International agencies have donated funds towards the rehabilitation of the renowned Kaya forests in Kilifi county greatly boosting conservation efforts in the area.
The United Nations Development Programme through the World Wildlife Fund released 41 million shillings that will aid protection of these sanctuaries considered world heritage sites that face the threat of human activities.
The sacred Kaya forests are part of the Eastern African Coastal Forests Eco Region recognized for their global importance.
During a ceremony held at the Kilifi that brought together all stakeholders engaged in conservation of the sacred forests, funds were dispatched to the world heritage sites which include Kaya Ribe, Jibana, Kambe, Kauma, Rabai, Chonyi and Fungo in Kilifi.
Organizers say the coast region has over 56 Kayas, 43 of which are recognized and protected. These sites have benefited groups which carry out value addition programs such as butterfly and pepper farming as they protect the world heritage sites.

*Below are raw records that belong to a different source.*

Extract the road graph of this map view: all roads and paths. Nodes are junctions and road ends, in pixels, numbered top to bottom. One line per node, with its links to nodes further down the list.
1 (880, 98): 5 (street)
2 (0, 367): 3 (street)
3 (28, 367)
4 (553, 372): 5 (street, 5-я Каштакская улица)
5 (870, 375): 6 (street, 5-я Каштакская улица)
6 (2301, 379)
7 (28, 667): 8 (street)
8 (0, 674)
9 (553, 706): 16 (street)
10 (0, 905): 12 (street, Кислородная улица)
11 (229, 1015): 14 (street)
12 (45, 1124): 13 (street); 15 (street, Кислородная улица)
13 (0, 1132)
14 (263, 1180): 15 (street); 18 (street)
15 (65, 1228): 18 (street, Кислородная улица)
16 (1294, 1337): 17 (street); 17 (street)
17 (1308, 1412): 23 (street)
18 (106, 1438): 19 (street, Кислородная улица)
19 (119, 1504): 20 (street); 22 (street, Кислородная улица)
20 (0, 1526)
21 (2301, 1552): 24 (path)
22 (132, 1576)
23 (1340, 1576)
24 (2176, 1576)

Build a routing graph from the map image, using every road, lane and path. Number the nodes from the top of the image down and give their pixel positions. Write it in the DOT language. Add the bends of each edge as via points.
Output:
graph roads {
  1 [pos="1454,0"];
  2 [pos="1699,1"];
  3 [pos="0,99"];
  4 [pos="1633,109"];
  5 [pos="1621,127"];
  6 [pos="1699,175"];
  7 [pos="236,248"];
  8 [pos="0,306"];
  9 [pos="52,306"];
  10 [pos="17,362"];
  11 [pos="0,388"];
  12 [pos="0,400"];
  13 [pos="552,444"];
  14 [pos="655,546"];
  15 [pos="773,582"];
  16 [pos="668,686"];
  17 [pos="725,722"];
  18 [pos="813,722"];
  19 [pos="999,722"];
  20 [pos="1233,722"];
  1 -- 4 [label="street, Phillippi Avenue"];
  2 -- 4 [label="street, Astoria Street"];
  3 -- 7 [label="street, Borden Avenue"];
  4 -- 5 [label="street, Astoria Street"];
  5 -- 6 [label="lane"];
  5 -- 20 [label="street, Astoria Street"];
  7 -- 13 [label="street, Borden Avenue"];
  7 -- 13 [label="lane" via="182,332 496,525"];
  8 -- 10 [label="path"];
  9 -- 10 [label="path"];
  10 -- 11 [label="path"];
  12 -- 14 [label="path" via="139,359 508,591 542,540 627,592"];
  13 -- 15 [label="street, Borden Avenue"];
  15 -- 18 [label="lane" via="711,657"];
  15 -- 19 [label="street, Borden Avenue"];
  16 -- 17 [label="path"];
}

The groups have also adopted eco-agricultural farming practices, including the growing and processing of traditional medicinal plants. Others are for the conservation of threatened coastal colobus monkeys through data collection and conducting a census.
Peter Mungai from the WWF said the project was important as it supports community groups to preserve the precious forests which is also home to unique birds’ species, amphibians, fauna and flora among others in the area.
Hillary Tsuma a Kaya Elder from Kaya Kauma said they have been preserving Kayas for decades for their culture and lauded the organizations that provided funding for the conservation of the Sacred forests.